乙訓社は、続日本紀(797)の大宝二年(702)に「在二山背国乙訓郡一火雷神、毎レ旱祈レ雨、頻有二微験一。宜レ入二大幣及月次幣例一」とある記録が一番古く、火雷神は祈雨に霊験ありとして、その後、度々奉幣を受けるようになり、延喜式の祈雨神祭八十五座の中にも名を連ねています。
また、祈雨ばかりでは無く、続日本紀の宝亀五年(774)正月の条に「山背國言、去年十二月、於二管内乙訓郡乙訓社一、狼及鹿多、野狐一百許、毎レ夜鳴、七日而止」とあり、さらに同年六月に「奉二幣於山背國乙訓郡乙訓社一、以二豺狼之怪一也」として、怪異に対して奉幣が行われた記録まであります。

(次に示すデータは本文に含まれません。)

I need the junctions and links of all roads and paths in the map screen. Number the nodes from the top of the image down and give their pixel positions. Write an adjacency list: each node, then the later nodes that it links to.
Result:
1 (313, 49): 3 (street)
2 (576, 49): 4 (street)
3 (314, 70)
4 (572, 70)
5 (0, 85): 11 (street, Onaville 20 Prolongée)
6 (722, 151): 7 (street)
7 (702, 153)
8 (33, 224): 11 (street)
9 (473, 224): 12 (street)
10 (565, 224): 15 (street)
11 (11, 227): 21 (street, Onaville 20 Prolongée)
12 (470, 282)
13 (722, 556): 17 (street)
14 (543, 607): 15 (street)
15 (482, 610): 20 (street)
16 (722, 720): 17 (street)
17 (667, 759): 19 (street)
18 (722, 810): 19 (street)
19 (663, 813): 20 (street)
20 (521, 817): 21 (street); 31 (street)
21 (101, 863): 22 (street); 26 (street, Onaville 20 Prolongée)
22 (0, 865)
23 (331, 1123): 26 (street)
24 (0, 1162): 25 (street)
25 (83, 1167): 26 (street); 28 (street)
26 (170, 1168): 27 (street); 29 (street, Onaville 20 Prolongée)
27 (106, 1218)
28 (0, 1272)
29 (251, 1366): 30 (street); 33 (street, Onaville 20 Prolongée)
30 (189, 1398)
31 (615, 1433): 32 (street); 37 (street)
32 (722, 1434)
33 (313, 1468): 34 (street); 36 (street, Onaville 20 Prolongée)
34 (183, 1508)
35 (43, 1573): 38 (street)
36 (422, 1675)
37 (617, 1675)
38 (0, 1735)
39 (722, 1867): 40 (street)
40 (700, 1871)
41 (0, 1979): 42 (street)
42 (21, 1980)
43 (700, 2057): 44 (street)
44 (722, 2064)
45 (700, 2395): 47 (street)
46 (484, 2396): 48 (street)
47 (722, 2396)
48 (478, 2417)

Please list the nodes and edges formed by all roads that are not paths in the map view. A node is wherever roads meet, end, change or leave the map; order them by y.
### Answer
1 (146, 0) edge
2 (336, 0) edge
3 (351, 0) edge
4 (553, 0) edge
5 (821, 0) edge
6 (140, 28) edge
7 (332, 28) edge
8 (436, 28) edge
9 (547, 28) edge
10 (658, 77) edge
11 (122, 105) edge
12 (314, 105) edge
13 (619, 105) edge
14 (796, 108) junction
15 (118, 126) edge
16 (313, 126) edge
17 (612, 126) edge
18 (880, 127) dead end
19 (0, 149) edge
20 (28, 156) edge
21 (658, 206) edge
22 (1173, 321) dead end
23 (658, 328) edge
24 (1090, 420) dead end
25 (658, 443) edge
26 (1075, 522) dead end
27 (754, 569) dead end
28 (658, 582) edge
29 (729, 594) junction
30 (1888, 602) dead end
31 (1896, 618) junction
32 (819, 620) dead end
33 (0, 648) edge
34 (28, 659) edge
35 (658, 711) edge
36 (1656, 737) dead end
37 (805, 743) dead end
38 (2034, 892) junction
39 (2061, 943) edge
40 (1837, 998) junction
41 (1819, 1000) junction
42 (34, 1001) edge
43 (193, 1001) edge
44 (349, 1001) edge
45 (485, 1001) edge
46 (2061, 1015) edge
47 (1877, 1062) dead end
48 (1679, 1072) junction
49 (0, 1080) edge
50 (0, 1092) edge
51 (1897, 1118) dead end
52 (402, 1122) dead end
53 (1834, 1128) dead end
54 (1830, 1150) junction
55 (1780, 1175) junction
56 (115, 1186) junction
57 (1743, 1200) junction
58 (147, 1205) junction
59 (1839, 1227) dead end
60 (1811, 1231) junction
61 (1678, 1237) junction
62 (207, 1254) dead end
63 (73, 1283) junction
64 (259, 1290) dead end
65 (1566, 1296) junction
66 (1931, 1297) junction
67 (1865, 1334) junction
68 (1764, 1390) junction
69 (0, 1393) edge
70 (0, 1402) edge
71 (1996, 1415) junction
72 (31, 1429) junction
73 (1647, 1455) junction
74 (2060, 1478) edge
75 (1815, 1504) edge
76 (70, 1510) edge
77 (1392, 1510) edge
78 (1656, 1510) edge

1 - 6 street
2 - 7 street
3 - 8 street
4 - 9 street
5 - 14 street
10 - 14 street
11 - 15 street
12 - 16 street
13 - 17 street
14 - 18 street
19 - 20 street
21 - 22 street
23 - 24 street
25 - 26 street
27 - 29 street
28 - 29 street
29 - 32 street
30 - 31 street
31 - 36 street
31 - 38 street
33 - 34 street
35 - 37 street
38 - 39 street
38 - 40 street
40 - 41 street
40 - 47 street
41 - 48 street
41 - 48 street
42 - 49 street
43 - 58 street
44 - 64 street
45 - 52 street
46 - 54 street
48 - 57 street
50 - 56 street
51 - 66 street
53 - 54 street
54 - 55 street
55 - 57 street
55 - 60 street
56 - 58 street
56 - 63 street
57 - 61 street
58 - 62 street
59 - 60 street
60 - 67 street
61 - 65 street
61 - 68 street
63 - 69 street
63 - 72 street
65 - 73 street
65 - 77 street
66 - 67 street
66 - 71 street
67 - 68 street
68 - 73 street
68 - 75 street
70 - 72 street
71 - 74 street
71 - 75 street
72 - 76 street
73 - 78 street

「犲」とは山犬の事ですが、人々は野獣の群れが騒ぐことを一種の神意とみなし、きっと火雷神の祟りだと恐れたことでしょう。
しかしながら、乙訓社は、日本紀略の安和二年(969)七月の祈雨の奉幣十一社の中に「乙訓」とあるのを最後に史料からは姿を消してしまいます。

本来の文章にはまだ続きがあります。